Start of DATASET RECORDS

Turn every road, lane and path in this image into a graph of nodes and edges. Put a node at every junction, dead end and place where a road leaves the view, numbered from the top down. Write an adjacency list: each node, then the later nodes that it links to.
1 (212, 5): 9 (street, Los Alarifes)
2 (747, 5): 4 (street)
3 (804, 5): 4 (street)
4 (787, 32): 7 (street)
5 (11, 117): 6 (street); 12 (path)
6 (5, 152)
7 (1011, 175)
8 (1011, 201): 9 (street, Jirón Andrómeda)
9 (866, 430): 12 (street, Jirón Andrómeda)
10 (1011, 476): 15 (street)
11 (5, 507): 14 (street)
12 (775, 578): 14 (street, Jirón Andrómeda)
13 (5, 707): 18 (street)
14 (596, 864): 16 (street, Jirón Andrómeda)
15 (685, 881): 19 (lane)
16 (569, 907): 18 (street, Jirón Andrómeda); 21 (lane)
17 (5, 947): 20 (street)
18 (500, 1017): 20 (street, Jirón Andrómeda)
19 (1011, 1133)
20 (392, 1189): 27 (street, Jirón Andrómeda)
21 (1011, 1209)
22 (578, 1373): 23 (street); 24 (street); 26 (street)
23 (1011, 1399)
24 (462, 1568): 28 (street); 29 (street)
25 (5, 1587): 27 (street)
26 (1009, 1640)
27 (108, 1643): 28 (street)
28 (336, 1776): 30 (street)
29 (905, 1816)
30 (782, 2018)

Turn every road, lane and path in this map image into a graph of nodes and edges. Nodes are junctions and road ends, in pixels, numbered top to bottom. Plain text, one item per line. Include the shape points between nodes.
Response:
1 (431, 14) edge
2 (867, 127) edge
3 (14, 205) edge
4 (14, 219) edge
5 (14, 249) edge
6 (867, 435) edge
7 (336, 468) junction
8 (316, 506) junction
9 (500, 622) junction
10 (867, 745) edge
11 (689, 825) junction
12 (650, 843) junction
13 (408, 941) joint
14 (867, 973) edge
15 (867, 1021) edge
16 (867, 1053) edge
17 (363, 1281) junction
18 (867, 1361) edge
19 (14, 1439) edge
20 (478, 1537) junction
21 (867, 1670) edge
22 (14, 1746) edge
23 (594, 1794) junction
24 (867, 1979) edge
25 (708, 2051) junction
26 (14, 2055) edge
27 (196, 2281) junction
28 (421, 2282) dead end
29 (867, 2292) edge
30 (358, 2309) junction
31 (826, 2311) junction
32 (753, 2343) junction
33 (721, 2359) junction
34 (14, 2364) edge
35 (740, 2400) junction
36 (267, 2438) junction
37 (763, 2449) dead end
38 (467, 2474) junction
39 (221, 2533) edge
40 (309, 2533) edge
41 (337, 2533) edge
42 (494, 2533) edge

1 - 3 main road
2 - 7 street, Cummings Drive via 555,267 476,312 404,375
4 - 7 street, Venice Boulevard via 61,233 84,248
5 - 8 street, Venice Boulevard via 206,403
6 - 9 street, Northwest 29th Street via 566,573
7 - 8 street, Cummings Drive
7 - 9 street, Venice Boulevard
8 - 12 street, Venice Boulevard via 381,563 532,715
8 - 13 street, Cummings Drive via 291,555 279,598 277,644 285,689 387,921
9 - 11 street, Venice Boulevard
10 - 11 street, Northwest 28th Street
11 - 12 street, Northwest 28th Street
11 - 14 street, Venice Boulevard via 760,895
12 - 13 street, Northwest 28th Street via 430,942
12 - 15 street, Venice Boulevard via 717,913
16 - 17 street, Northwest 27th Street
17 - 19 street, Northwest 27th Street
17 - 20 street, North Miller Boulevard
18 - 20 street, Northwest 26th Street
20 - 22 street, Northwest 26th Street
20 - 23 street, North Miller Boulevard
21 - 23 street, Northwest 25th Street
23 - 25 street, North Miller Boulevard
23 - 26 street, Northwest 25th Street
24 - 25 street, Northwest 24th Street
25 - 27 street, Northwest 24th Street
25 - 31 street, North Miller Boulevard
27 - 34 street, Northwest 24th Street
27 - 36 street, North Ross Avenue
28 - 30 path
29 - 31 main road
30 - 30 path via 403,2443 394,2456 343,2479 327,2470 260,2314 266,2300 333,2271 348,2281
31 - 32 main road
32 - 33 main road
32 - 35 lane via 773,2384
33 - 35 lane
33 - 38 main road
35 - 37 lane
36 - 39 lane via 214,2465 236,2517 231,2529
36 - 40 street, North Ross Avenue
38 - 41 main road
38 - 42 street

End of DATASET RECORDS
Start of DATASET RECORDS

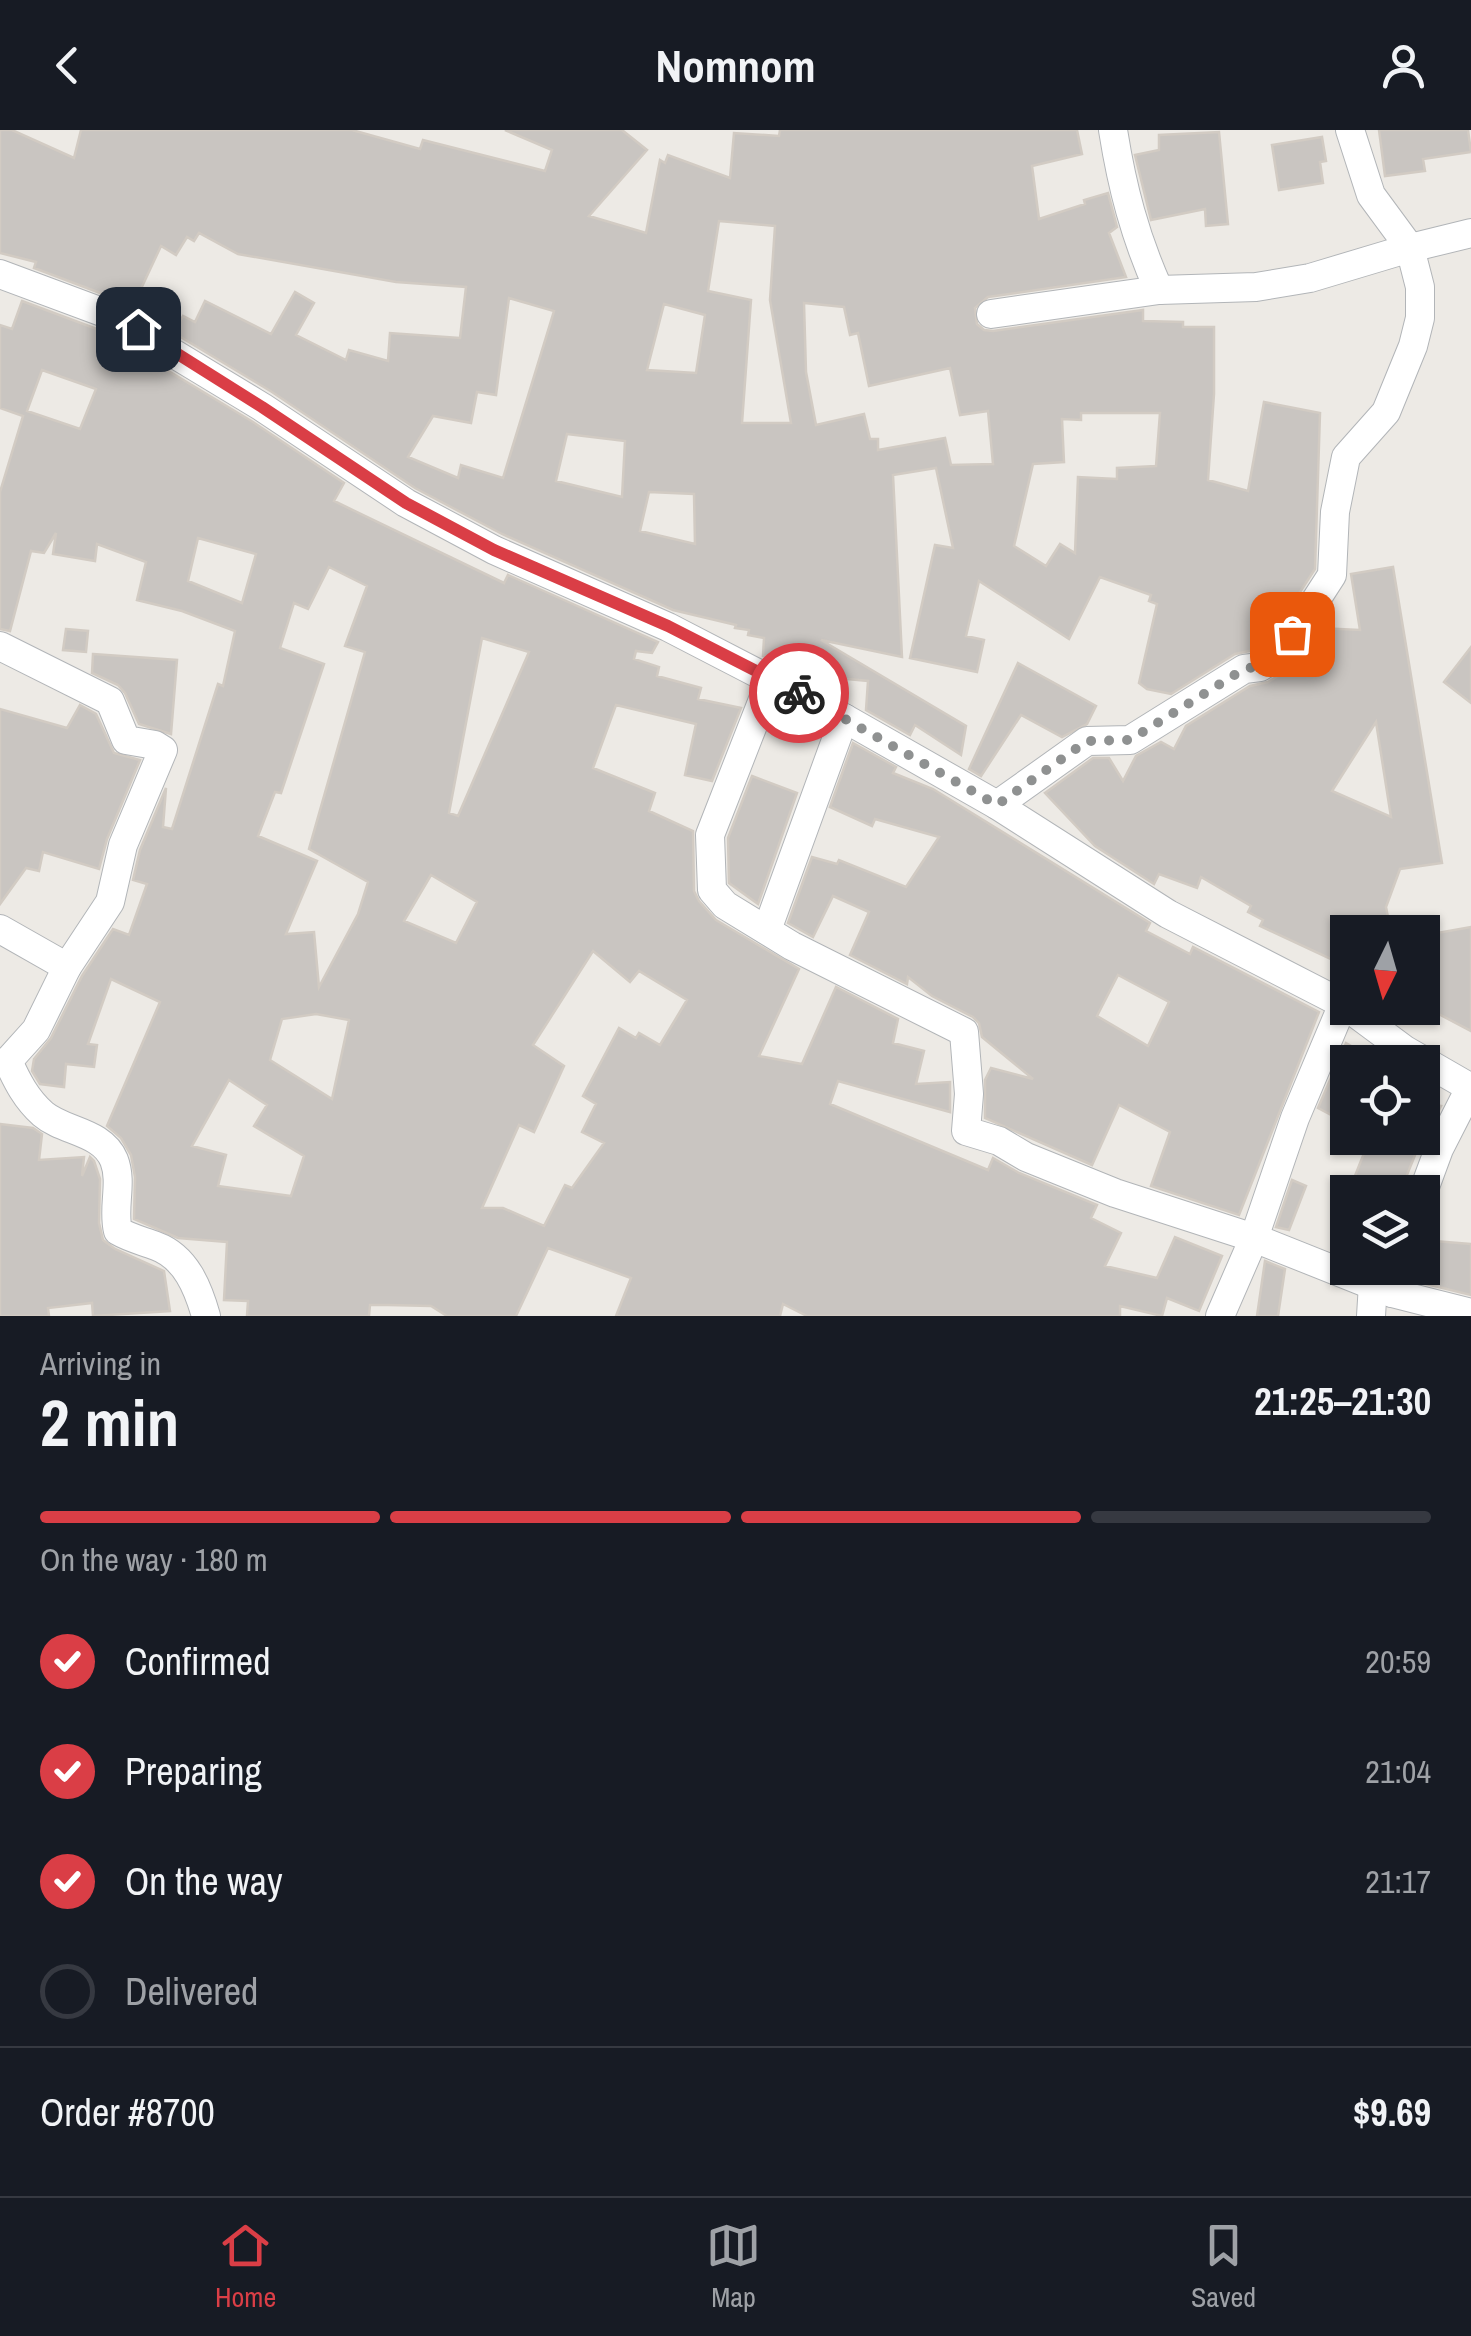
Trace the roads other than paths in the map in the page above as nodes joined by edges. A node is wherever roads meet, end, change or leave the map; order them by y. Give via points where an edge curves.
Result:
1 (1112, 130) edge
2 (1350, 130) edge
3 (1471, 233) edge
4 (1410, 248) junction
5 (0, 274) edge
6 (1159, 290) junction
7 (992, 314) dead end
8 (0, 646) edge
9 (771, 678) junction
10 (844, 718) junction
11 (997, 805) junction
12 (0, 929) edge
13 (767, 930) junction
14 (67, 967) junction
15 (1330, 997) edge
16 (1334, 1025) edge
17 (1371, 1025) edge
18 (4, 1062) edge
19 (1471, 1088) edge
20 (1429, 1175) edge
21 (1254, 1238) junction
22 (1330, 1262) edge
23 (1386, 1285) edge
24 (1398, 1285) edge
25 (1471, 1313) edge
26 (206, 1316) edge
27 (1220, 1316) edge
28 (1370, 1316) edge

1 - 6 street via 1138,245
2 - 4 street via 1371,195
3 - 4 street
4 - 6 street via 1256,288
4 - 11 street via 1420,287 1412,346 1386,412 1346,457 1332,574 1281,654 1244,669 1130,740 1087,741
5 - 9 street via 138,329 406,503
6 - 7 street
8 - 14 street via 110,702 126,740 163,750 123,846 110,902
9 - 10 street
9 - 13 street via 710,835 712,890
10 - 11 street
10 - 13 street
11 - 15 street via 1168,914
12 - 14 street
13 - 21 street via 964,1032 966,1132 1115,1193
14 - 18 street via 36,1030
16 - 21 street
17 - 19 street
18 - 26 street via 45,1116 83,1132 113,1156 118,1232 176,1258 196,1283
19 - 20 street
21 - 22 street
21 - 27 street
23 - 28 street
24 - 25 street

End of DATASET RECORDS

▶ [WHAT YOU WILL DO]
For every line of the records that has the word "Andrómeda" in it, make a copy.

▶ [EXERCISE RESPONSE]
8 (1011, 201): 9 (street, Jirón Andrómeda)
9 (866, 430): 12 (street, Jirón Andrómeda)
12 (775, 578): 14 (street, Jirón Andrómeda)
14 (596, 864): 16 (street, Jirón Andrómeda)
16 (569, 907): 18 (street, Jirón Andrómeda); 21 (lane)
18 (500, 1017): 20 (street, Jirón Andrómeda)
20 (392, 1189): 27 (street, Jirón Andrómeda)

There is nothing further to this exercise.